En 2007 Pékin a investi plus de 9 milliards de dollars en Afrique alors que la Banque Mondiale s’est révélée incapable d’y injecter plus de 2,5 milliards de dollars. L’organisation internationale basée à Washington tente désormais de convaincre la Chine de devenir son partenaire pour le financement des projets africains.
Plus de 800 000 Chinois travaillent déjà sur ce continent pour plus de 900 entreprises de toutes tailles. Ils extraient le cuivre et le cobalt en Zambie et au Congo, le platine et le chrome au Zimbabwe ; ils achètent d’énormes quantités de bois au Gabon, au Cameroun, au Mozambique, en Guinée équatoriale et au Libéria, ainsi que l’acier, l’or, le charbon, le nickel dans tous les pays de cette zone qui en détiennent ou en produisent. L’Angola fournit la moitié du pétrole importé d’Afrique par Pékin. En janvier 2005 le gouvernement de Luanda a bénéficié d’un prêt chinois de 2 milliards de dollars gagés sur le pétrole, qui a augmenté d’un milliard de dollars l’année suivante. Officiellement pour réparer les infrastructures déficientes.
Les Chinois détournent le regard
En réalité, la Chine sait qu’elle traite avec des régimes totalement corrompus qui détournent à leur profit une partie de ces sommes. En juillet 2005, la Chine et le Nigeria, autre exemple de corruption à tous les niveaux, ont signé un accord de 800 millions de dollars qui prévoit la livraison de 30 000 barils de pétrole quotidien à la Chine ; le régime nigérian a aussi octroyé à la Chine des licences de forage en échange de 4 milliards de dollars.
Pour les nombreux dictateurs qui peuplent cette région, Pékin constitue une manne et une bénédiction : le régime chinois offre une alternative au tête à tête de plus en plus pesant et tendu avec les occidentaux, ne manifeste aucune exigence en matière de démocratie ou de bonne gouvernance, et enfin, propose gratuitement des services que ces régimes ont toujours été incapables d’offrir à leur population. Plus de 15 000 médecins chinois ont ouvert des dispensaires dans 47 États africains.

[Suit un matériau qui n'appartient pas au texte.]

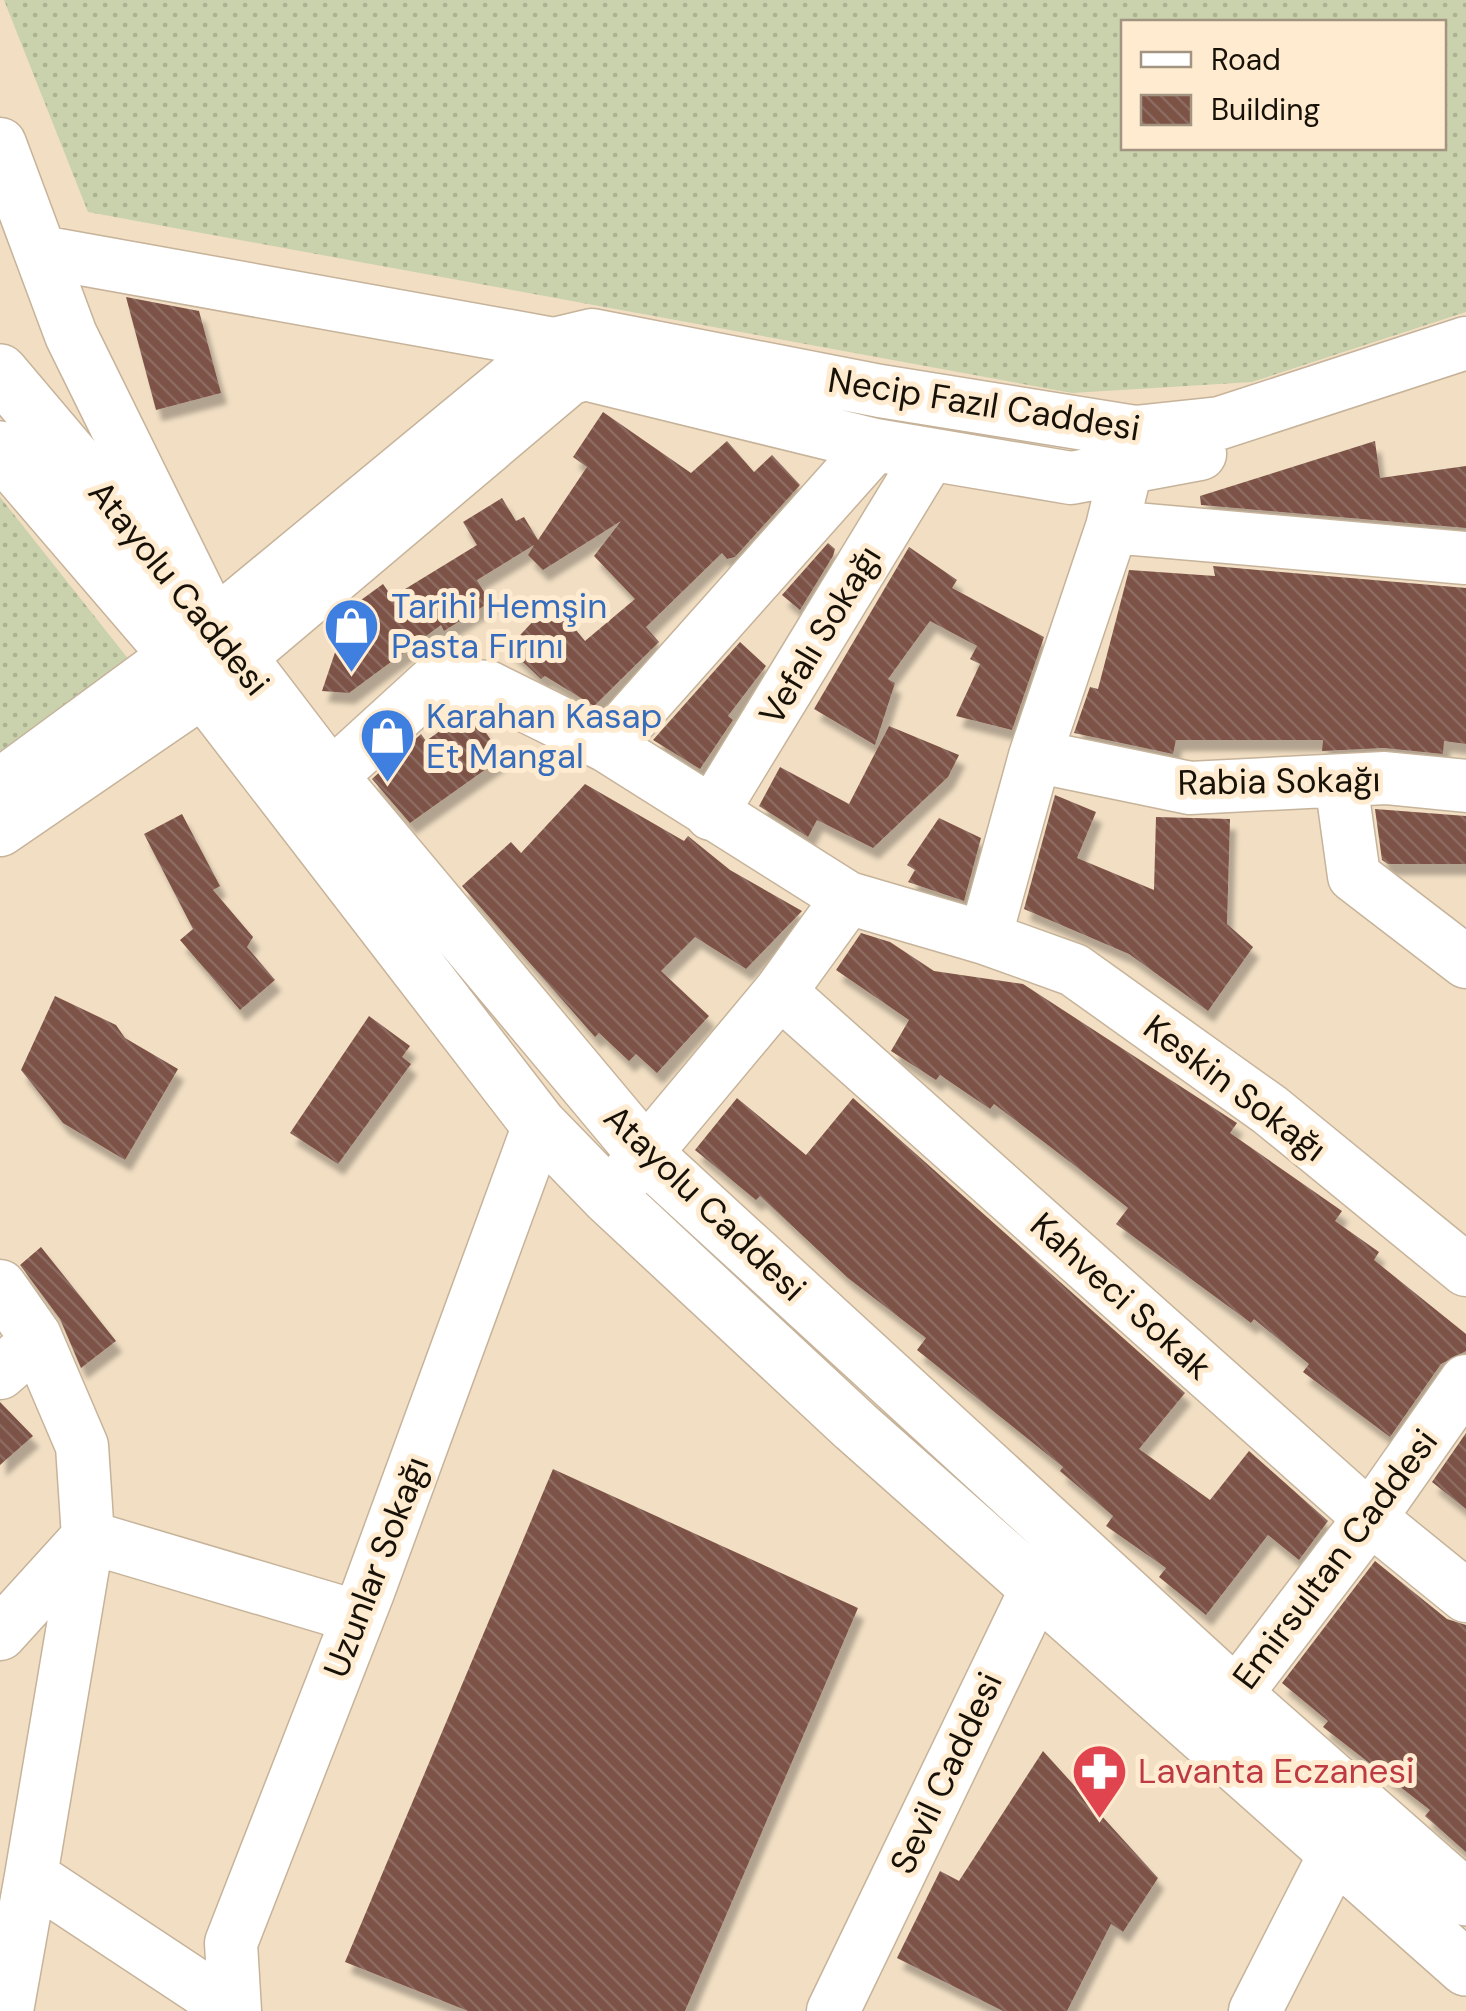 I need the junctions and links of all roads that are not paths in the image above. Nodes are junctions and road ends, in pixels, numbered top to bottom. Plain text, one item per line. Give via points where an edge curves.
1 (0, 144) edge
2 (42, 252) junction
3 (70, 335) junction
4 (1466, 343) edge
5 (562, 361) junction
6 (1466, 369) edge
7 (7, 379) edge
8 (875, 445) junction
9 (0, 449) edge
10 (1131, 451) junction
11 (930, 456) junction
12 (1112, 527) junction
13 (1466, 558) edge
14 (208, 657) junction
15 (607, 746) junction
16 (1035, 756) junction
17 (330, 777) junction
18 (1340, 782) junction
19 (0, 785) edge
20 (1466, 786) edge
21 (711, 814) junction
22 (0, 830) edge
23 (848, 898) junction
24 (985, 938) junction
25 (1466, 962) edge
26 (780, 992) junction
27 (540, 1125) junction
28 (647, 1156) junction
29 (610, 1197) junction
30 (1466, 1270) edge
31 (0, 1286) edge
32 (18, 1357) edge
33 (1466, 1381) edge
34 (1370, 1518) junction
35 (1063, 1537) junction
36 (88, 1538) junction
37 (1034, 1589) junction
38 (1466, 1596) edge
39 (358, 1617) junction
40 (0, 1634) edge
41 (1234, 1694) junction
42 (1203, 1738) junction
43 (1335, 1854) junction
44 (30, 1876) junction
45 (1466, 1898) edge
46 (1466, 1968) edge
47 (7, 2011) edge
48 (235, 2011) edge
49 (833, 2011) edge
50 (1255, 2011) edge

1 - 2 street
2 - 3 street
2 - 5 street, Necip Fazıl Caddesi
3 - 7 street via 59,371
3 - 14 street
4 - 10 street, Necip Fazıl Caddesi
5 - 8 street, Necip Fazıl Caddesi via 585,374
5 - 10 street, Necip Fazıl Caddesi via 592,335 880,391
5 - 14 street
6 - 10 street, Necip Fazıl Caddesi via 1179,460
7 - 14 main road, Atayolu Caddesi
8 - 11 street, Necip Fazıl Caddesi
8 - 15 street
9 - 14 main road, Atayolu Caddesi
10 - 11 street, Necip Fazıl Caddesi via 1071,478
10 - 12 street
11 - 21 street, Vefalı Sokağı
12 - 13 street
12 - 16 street
14 - 17 main road, Atayolu Caddesi
14 - 19 street
14 - 22 street
14 - 27 main road, Atayolu Caddesi
15 - 17 street, Keskin Sokağı via 488,688 432,683
15 - 21 street, Keskin Sokağı
16 - 18 street, Rabia Sokağı via 1190,788
16 - 24 street
17 - 28 main road, Atayolu Caddesi
18 - 20 street, Rabia Sokağı via 1386,778
18 - 25 street via 1354,876
21 - 23 street, Keskin Sokağı
23 - 24 street, Keskin Sokağı
23 - 26 street
24 - 30 street, Keskin Sokağı via 1074,970 1270,1110
26 - 28 street
26 - 34 street, Kahveci Sokak
27 - 29 main road, Atayolu Caddesi
27 - 39 street, Uzunlar Sokağı
28 - 29 street
28 - 35 main road, Atayolu Caddesi
29 - 37 main road, Atayolu Caddesi
31 - 32 street
32 - 36 street via 82,1446
33 - 34 street, Emirsultan Caddesi
34 - 38 street, Kahveci Sokak
34 - 41 street, Emirsultan Caddesi
35 - 37 street, Sevil Caddesi
35 - 41 main road, Atayolu Caddesi
36 - 39 street
36 - 40 street
36 - 44 street
37 - 42 main road, Atayolu Caddesi
37 - 49 street, Sevil Caddesi
39 - 48 street, Uzunlar Sokağı via 231,1943
41 - 42 street, Emirsultan Caddesi
41 - 45 main road, Atayolu Caddesi
42 - 43 main road, Atayolu Caddesi
43 - 46 main road, Atayolu Caddesi
43 - 50 street
44 - 47 street
44 - 48 street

La Chine : un généreux investisseur
Désormais, l’Afrique fournit 1/3 du pétrole importé par Pékin. Ce qui explique qu’en 2006-2007, le Président chinois Hu Jin Tao ait visité 17 pays du continent. En 2005, le flux commercial entre la Chine et l’Afrique s’élevait à 40 milliards de dollars, il dépassera les 100 milliards de dollars avant 2010. Les réserves financières de la Chine dépassent 1 500 milliards de dollars et Pékin joue de cette puissance financière pour séduire, contrôler. En juin 2006, le Sénégal a ainsi bénéficié d’un allègement de sa dette, qui atteignait alors 20 millions de dollars.
Par ailleurs, la Chine s’est engagée à investir 35 millions de dollars dans le dernier délire pharaonique du Président Wade, la construction du plus grand théâtre d’Afrique de l’Ouest. Aussi mauvais gestionnaire que grand mégalomane, le dirigeant sénégalais se montre très satisfait de la réactivité chinoise : « un contrat », confie-t-il, « qui était discuté et négocié pendant cinq ans avec la Banque Mondiale, est conclu en 3 mois avec les Chinois ».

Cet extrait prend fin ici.